==== Data section ====

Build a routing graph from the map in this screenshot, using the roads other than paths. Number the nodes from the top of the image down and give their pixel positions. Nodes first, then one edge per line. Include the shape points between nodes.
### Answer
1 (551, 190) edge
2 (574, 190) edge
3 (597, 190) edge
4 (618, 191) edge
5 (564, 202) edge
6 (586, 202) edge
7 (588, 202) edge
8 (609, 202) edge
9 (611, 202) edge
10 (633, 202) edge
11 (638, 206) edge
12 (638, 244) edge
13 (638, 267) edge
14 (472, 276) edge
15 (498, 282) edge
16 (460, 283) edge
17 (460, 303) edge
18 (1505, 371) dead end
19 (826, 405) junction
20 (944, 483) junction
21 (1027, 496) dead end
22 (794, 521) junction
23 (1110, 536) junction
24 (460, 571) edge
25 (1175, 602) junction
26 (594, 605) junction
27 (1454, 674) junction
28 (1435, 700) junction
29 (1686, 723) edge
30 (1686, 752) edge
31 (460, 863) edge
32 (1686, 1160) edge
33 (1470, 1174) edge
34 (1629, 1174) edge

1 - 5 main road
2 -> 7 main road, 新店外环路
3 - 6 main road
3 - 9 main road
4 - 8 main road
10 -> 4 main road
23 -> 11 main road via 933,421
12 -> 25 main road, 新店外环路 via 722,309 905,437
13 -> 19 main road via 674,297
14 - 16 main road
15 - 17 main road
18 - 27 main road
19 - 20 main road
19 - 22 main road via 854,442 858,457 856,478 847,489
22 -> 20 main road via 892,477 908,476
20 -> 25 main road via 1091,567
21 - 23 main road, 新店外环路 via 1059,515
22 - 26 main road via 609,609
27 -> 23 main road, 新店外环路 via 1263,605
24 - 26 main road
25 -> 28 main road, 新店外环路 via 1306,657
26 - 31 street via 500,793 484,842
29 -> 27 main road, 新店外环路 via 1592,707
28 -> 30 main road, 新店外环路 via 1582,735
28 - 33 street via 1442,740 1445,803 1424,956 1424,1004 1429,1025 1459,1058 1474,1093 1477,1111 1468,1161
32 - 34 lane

====

▶ **Problem**
Return the full listing. Keep each line exactly as it stands.

▶ **Solution to this exercise**
Build a routing graph from the map in this screenshot, using the roads other than paths. Number the nodes from the top of the image down and give their pixel positions. Nodes first, then one edge per line. Include the shape points between nodes.
### Answer
1 (551, 190) edge
2 (574, 190) edge
3 (597, 190) edge
4 (618, 191) edge
5 (564, 202) edge
6 (586, 202) edge
7 (588, 202) edge
8 (609, 202) edge
9 (611, 202) edge
10 (633, 202) edge
11 (638, 206) edge
12 (638, 244) edge
13 (638, 267) edge
14 (472, 276) edge
15 (498, 282) edge
16 (460, 283) edge
17 (460, 303) edge
18 (1505, 371) dead end
19 (826, 405) junction
20 (944, 483) junction
21 (1027, 496) dead end
22 (794, 521) junction
23 (1110, 536) junction
24 (460, 571) edge
25 (1175, 602) junction
26 (594, 605) junction
27 (1454, 674) junction
28 (1435, 700) junction
29 (1686, 723) edge
30 (1686, 752) edge
31 (460, 863) edge
32 (1686, 1160) edge
33 (1470, 1174) edge
34 (1629, 1174) edge

1 - 5 main road
2 -> 7 main road, 新店外环路
3 - 6 main road
3 - 9 main road
4 - 8 main road
10 -> 4 main road
23 -> 11 main road via 933,421
12 -> 25 main road, 新店外环路 via 722,309 905,437
13 -> 19 main road via 674,297
14 - 16 main road
15 - 17 main road
18 - 27 main road
19 - 20 main road
19 - 22 main road via 854,442 858,457 856,478 847,489
22 -> 20 main road via 892,477 908,476
20 -> 25 main road via 1091,567
21 - 23 main road, 新店外环路 via 1059,515
22 - 26 main road via 609,609
27 -> 23 main road, 新店外环路 via 1263,605
24 - 26 main road
25 -> 28 main road, 新店外环路 via 1306,657
26 - 31 street via 500,793 484,842
29 -> 27 main road, 新店外环路 via 1592,707
28 -> 30 main road, 新店外环路 via 1582,735
28 - 33 street via 1442,740 1445,803 1424,956 1424,1004 1429,1025 1459,1058 1474,1093 1477,1111 1468,1161
32 - 34 lane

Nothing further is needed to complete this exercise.